*What to do*:
Where does the word "list" appear in the data? Copy every line that holds it.

*** Opening of The input ***

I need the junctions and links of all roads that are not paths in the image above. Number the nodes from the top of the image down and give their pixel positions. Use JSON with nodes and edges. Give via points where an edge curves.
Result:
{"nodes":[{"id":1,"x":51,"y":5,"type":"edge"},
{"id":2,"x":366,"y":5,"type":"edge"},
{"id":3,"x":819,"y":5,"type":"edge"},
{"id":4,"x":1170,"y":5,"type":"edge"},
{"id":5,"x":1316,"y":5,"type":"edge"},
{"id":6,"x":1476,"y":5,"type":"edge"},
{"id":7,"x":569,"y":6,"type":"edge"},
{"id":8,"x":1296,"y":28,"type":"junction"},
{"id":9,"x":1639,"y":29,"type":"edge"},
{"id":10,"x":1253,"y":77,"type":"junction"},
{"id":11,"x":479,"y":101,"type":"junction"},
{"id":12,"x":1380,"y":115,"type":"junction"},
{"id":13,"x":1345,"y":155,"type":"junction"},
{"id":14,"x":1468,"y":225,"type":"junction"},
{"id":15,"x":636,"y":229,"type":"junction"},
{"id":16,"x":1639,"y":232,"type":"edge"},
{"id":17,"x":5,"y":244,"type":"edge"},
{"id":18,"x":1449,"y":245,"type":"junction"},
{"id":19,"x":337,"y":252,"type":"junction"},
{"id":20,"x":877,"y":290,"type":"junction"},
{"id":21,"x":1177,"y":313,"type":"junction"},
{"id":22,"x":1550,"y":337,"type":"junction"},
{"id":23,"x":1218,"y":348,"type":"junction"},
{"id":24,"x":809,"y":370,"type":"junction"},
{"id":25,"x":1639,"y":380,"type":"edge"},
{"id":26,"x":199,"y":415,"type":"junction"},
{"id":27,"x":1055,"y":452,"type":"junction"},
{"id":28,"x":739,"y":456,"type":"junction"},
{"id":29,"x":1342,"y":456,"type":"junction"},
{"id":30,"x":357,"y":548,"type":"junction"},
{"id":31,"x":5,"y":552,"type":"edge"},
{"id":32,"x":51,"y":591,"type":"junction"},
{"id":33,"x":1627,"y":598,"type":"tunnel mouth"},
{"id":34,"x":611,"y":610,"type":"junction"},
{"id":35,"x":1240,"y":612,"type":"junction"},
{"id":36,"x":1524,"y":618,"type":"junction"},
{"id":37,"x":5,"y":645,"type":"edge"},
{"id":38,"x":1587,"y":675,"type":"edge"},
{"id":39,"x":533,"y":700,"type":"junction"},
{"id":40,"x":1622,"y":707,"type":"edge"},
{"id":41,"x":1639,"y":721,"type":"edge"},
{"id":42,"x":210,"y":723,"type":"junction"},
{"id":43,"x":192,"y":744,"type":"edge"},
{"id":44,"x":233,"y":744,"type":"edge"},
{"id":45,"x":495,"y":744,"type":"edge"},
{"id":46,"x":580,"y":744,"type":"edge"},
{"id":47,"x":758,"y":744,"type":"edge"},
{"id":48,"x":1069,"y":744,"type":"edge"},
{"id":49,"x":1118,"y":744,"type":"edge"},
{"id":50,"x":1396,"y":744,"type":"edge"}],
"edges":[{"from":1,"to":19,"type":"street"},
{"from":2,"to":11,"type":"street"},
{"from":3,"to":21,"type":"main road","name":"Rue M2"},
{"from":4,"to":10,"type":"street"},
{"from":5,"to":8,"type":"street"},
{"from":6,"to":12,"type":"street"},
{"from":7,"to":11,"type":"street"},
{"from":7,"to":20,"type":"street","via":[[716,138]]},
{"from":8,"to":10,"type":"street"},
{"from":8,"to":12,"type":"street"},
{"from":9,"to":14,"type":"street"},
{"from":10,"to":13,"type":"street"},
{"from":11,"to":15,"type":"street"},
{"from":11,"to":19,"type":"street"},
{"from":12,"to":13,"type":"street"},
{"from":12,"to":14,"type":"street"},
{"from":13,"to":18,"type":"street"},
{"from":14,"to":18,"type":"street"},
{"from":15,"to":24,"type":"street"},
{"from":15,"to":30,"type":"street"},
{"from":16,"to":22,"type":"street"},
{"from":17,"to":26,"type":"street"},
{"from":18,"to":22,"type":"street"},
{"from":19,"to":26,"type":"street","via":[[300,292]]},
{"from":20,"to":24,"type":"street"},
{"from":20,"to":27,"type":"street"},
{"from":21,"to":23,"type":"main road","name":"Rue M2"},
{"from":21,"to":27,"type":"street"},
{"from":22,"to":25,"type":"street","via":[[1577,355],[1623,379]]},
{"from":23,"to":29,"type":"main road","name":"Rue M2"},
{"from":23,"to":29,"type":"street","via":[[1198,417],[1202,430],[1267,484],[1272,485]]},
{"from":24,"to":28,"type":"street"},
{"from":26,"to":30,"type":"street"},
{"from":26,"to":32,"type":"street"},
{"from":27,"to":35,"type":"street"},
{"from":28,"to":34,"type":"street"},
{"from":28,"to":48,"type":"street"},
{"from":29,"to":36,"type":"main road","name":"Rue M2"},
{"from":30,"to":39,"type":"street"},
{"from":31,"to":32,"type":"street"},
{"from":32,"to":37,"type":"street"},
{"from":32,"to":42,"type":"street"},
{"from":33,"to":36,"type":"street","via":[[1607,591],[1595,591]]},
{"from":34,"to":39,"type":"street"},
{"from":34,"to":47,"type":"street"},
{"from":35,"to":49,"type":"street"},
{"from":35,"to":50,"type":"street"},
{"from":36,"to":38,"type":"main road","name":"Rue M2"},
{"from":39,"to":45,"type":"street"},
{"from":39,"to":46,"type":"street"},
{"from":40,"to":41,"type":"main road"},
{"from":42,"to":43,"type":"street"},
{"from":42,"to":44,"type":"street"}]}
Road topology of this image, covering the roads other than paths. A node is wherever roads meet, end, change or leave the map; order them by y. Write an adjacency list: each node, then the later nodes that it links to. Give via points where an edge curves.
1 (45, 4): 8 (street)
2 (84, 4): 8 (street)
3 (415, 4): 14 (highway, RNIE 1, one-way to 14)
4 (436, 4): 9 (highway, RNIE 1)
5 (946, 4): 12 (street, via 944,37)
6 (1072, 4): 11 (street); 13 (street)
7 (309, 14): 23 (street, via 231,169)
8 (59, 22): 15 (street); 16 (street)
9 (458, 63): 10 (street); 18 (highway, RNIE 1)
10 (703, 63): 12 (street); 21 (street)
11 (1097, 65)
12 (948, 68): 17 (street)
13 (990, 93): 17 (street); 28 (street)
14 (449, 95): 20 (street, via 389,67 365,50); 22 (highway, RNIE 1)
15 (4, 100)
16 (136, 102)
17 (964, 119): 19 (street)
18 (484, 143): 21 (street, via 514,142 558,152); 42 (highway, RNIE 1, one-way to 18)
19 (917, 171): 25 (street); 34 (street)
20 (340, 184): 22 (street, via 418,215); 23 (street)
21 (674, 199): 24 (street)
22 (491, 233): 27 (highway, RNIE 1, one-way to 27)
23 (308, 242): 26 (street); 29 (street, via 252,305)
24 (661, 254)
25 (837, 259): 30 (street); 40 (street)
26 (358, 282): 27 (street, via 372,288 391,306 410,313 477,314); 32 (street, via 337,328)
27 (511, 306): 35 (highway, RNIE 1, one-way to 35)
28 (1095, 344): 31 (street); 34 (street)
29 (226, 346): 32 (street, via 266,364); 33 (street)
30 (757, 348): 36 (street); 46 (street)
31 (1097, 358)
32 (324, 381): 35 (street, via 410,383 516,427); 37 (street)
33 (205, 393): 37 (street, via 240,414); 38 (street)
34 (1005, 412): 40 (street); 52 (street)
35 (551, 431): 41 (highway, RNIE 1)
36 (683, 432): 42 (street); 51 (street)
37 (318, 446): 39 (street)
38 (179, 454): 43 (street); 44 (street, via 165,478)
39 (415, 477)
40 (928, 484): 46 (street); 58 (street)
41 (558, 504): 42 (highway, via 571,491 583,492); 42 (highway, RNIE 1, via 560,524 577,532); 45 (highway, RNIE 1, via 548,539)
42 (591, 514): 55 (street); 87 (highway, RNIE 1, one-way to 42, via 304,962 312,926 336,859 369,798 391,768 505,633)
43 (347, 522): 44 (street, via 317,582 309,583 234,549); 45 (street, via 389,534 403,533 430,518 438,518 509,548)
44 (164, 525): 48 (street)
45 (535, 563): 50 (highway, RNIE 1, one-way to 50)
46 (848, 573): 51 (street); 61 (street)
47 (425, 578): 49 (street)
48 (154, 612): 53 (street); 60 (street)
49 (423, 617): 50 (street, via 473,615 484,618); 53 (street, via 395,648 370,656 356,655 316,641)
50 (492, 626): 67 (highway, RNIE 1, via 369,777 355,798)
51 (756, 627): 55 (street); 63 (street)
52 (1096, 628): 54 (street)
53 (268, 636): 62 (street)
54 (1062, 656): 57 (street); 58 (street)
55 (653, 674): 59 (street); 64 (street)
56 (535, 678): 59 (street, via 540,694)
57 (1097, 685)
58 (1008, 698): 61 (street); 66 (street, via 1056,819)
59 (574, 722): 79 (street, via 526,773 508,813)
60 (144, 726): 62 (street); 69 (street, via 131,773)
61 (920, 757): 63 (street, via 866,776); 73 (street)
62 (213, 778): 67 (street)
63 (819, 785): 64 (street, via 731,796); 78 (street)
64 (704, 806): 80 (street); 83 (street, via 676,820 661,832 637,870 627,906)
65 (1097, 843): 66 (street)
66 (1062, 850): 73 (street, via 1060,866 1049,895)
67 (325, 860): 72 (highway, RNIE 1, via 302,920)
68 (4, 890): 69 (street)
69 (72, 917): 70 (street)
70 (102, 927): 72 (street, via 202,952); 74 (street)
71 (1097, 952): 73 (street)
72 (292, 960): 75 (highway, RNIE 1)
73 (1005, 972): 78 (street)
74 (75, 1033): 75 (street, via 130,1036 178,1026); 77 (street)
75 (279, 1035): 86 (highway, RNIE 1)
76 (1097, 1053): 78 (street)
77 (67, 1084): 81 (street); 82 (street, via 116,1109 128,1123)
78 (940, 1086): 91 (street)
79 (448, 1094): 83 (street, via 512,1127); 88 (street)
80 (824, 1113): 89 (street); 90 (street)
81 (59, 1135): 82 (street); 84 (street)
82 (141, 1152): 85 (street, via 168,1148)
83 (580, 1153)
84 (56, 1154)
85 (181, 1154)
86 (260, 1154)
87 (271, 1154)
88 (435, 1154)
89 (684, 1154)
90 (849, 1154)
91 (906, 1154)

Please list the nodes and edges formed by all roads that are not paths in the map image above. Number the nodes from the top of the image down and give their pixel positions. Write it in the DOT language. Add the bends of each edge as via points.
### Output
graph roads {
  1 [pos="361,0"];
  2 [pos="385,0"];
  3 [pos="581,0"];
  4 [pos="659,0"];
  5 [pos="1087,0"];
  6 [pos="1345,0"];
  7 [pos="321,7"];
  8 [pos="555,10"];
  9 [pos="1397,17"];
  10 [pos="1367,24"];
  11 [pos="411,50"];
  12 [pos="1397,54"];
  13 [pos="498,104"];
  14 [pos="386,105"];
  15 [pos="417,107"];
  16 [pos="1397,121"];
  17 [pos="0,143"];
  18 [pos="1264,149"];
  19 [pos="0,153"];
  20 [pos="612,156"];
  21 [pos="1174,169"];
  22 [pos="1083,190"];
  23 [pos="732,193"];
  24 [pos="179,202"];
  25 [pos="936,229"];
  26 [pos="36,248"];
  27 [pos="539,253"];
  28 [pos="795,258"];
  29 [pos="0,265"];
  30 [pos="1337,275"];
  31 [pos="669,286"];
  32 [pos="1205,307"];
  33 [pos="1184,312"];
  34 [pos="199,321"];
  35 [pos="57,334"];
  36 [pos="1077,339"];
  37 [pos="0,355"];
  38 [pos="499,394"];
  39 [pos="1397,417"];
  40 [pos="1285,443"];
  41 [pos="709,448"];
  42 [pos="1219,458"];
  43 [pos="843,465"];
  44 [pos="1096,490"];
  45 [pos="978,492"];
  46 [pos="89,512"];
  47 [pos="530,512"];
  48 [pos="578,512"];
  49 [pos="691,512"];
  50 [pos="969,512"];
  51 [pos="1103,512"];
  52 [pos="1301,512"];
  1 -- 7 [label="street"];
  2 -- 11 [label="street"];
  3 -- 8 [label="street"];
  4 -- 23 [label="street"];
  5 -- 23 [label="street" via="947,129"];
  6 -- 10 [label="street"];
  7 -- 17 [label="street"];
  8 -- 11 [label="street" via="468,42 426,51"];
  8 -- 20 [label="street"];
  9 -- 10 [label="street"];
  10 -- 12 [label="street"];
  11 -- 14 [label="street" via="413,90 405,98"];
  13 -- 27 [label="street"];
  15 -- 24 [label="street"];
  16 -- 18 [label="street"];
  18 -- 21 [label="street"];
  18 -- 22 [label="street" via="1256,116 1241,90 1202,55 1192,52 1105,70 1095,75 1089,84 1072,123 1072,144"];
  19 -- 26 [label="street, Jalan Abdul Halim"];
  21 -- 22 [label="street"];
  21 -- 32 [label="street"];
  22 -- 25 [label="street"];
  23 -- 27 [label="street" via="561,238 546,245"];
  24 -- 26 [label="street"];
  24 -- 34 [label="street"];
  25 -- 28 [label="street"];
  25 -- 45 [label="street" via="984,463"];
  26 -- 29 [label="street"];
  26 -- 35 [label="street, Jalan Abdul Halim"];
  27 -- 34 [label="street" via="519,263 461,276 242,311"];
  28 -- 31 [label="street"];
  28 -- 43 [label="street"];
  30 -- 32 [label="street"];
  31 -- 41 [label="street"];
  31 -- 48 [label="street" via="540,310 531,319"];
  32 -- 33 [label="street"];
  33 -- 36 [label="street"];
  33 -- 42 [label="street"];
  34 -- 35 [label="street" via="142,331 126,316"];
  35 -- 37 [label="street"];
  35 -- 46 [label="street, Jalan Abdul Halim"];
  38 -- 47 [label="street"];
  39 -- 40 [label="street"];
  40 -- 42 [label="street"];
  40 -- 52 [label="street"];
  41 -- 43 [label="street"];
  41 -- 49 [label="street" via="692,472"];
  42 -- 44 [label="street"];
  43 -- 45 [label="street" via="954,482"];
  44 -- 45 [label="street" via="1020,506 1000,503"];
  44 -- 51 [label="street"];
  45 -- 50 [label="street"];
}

*** Close of The input ***

*Task result*:
Road topology of this image, covering the roads other than paths. A node is wherever roads meet, end, change or leave the map; order them by y. Write an adjacency list: each node, then the later nodes that it links to. Give via points where an edge curves.
Please list the nodes and edges formed by all roads that are not paths in the map image above. Number the nodes from the top of the image down and give their pixel positions. Write it in the DOT language. Add the bends of each edge as via points.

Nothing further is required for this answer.